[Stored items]

== == ==

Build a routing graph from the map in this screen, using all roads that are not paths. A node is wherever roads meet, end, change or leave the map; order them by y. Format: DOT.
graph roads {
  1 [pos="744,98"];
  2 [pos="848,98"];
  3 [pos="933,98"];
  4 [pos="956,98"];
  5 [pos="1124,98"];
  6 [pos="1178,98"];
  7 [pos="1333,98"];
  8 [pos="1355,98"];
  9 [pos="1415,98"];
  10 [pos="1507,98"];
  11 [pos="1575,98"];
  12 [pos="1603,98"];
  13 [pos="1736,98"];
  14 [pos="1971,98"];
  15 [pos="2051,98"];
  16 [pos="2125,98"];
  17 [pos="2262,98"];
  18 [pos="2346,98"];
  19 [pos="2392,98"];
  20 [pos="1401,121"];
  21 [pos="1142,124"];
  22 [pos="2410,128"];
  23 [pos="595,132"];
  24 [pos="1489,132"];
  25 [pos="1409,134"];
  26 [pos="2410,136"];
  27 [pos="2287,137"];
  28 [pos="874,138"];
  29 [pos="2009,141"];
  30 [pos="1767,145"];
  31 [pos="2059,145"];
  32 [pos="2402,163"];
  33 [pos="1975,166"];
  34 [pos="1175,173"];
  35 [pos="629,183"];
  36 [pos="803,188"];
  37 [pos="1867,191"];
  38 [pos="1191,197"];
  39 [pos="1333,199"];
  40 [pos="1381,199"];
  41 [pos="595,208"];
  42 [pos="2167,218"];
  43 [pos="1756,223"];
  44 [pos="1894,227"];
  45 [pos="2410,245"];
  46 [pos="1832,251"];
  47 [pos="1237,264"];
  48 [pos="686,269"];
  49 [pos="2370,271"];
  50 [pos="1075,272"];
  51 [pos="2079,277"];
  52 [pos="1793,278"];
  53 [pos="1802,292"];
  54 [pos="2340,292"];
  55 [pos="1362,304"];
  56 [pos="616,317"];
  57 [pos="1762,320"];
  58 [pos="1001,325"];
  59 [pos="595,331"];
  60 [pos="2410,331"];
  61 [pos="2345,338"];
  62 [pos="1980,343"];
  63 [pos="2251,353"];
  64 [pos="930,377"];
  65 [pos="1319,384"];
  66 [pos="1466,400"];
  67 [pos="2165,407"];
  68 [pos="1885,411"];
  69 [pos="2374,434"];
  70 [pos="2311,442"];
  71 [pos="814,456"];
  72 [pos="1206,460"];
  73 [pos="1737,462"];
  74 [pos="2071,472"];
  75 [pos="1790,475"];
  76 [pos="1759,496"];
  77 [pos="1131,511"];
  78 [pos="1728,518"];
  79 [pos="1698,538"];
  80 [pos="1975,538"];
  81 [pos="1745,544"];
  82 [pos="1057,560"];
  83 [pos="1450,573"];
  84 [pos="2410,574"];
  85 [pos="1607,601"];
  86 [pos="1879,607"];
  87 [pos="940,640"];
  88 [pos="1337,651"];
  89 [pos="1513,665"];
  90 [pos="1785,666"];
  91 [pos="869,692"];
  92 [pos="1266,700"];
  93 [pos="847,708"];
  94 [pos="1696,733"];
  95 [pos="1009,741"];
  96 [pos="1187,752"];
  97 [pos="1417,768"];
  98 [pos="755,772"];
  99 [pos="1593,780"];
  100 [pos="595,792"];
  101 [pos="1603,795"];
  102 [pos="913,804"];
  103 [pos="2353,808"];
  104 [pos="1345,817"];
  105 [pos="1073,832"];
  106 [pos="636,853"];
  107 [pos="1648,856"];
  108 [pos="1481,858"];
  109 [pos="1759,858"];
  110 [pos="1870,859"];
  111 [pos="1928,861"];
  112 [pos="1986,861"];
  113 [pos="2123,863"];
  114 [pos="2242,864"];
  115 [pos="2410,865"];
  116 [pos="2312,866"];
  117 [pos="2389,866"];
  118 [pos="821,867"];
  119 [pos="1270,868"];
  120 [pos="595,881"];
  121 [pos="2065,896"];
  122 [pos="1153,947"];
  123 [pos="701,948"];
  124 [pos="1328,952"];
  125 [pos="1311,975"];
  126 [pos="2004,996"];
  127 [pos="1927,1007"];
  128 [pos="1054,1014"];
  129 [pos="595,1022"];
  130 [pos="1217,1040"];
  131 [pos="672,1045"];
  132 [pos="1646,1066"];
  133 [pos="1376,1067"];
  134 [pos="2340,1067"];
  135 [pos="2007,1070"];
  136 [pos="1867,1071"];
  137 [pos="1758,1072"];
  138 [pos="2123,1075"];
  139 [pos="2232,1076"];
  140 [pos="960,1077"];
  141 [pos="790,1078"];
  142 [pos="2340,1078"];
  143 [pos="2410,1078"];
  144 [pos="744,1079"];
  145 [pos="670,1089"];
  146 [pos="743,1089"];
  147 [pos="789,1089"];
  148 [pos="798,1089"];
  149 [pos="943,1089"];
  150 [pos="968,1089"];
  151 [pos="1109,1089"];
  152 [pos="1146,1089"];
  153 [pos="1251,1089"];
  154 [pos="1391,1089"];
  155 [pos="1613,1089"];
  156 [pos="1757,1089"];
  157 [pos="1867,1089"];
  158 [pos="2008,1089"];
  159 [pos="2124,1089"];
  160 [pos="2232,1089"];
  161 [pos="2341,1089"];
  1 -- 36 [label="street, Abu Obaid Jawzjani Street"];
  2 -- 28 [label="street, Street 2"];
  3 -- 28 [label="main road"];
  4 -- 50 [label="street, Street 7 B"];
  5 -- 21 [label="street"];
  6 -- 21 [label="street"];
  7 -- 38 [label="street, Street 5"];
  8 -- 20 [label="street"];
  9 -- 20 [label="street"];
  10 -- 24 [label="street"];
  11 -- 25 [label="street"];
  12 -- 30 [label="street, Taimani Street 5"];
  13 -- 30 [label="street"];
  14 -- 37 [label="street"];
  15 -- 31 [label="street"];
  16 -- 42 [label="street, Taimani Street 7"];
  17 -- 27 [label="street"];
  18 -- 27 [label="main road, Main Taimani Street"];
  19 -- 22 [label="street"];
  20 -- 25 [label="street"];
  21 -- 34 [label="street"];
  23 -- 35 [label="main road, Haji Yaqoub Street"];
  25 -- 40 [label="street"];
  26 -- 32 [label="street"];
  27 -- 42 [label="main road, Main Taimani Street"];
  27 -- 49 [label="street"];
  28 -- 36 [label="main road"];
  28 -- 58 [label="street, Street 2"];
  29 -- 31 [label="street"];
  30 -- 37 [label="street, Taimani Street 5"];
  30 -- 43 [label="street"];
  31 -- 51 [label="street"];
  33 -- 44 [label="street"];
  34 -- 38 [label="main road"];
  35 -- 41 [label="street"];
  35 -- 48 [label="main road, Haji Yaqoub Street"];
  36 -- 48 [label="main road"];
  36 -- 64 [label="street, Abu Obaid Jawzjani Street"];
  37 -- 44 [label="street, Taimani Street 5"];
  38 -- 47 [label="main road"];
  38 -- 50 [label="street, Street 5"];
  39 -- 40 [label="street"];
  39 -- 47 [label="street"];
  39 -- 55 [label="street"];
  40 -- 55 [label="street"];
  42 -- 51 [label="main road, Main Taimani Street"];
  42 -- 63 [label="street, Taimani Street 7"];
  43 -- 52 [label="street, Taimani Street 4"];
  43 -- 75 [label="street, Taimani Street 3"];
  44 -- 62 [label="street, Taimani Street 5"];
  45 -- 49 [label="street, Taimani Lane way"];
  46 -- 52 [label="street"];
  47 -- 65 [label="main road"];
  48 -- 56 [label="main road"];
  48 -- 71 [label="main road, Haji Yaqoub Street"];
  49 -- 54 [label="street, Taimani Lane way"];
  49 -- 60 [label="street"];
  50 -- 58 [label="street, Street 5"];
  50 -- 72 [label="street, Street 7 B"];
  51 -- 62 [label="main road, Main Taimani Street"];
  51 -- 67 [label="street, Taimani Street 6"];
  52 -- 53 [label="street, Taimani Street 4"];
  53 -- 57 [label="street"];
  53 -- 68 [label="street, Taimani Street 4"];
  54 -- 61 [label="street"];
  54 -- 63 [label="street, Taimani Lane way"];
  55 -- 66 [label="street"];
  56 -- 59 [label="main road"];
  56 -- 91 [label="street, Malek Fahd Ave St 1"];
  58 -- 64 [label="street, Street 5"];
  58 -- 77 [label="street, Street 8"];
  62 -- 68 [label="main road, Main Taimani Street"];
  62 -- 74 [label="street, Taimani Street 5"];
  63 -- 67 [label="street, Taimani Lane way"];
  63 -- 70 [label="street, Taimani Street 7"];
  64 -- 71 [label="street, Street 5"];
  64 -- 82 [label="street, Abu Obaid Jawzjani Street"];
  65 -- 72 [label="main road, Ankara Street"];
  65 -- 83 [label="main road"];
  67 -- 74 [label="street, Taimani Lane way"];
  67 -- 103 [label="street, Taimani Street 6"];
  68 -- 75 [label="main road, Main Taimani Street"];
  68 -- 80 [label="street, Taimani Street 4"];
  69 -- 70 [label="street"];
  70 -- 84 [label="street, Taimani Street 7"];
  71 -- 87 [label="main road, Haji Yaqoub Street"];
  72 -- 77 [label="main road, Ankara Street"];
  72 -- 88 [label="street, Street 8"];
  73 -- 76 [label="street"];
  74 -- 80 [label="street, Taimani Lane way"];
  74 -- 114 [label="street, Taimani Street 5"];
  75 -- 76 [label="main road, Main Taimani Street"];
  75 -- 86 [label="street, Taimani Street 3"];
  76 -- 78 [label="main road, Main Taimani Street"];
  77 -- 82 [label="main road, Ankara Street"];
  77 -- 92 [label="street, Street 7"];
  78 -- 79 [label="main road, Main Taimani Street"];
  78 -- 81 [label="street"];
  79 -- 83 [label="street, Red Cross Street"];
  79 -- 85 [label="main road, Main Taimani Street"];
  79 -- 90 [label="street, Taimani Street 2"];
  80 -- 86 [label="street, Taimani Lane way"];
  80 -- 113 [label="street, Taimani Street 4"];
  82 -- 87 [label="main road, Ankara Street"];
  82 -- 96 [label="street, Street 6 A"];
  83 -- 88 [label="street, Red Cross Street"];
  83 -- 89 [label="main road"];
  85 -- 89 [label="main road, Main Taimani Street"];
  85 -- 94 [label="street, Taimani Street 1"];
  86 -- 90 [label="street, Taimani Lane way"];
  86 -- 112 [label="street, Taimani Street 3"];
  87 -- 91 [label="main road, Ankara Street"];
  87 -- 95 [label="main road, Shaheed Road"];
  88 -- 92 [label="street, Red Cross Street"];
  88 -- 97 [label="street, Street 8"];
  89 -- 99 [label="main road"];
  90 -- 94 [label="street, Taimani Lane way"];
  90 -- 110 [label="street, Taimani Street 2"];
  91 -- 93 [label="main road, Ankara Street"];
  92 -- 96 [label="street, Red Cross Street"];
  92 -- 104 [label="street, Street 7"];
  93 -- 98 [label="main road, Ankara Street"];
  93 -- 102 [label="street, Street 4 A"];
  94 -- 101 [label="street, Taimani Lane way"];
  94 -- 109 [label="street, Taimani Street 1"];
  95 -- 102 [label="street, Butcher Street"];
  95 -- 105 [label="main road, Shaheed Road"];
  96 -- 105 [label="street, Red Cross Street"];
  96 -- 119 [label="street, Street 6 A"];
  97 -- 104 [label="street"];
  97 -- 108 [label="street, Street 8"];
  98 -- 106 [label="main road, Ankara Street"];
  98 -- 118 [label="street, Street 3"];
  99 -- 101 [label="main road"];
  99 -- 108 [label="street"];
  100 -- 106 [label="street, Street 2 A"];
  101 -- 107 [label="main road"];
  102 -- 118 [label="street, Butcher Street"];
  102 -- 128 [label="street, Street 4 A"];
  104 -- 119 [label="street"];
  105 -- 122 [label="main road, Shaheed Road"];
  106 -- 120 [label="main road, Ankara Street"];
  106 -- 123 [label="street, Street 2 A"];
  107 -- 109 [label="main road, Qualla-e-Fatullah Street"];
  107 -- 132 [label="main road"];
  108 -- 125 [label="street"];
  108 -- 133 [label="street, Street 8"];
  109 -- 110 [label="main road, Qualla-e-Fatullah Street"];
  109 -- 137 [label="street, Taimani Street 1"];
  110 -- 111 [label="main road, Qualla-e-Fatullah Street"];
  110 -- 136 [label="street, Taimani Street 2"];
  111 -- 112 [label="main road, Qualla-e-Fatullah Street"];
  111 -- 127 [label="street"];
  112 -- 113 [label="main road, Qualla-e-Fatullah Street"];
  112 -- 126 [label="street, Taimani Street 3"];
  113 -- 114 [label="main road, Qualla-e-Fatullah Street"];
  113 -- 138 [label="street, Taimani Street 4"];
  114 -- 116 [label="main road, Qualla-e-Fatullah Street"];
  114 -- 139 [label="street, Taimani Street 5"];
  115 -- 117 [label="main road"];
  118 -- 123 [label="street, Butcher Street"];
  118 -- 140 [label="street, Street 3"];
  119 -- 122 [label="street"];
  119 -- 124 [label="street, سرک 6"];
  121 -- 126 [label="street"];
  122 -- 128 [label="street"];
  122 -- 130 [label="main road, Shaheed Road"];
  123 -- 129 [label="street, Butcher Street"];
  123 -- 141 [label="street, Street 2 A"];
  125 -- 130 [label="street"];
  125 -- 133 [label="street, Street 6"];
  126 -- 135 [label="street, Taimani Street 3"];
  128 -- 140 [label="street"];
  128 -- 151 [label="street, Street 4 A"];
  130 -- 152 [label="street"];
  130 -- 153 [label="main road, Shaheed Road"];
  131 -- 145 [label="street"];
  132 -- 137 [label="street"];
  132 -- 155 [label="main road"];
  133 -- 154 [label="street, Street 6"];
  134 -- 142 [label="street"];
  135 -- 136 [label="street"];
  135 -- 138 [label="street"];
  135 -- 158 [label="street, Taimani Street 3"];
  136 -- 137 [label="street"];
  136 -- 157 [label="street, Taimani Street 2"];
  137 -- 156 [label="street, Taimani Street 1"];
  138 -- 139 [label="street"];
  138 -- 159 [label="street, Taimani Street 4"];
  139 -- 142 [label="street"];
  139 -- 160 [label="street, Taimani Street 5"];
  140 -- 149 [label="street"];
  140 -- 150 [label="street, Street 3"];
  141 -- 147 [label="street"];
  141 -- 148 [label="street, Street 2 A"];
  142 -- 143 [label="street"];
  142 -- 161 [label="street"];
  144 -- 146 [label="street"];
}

== == ==

# Action item
Look through the entries above and find each line where the word "Fatullah" occurs; copy those lines.

# Result for this task
  107 -- 109 [label="main road, Qualla-e-Fatullah Street"];
  109 -- 110 [label="main road, Qualla-e-Fatullah Street"];
  110 -- 111 [label="main road, Qualla-e-Fatullah Street"];
  111 -- 112 [label="main road, Qualla-e-Fatullah Street"];
  112 -- 113 [label="main road, Qualla-e-Fatullah Street"];
  113 -- 114 [label="main road, Qualla-e-Fatullah Street"];
  114 -- 116 [label="main road, Qualla-e-Fatullah Street"];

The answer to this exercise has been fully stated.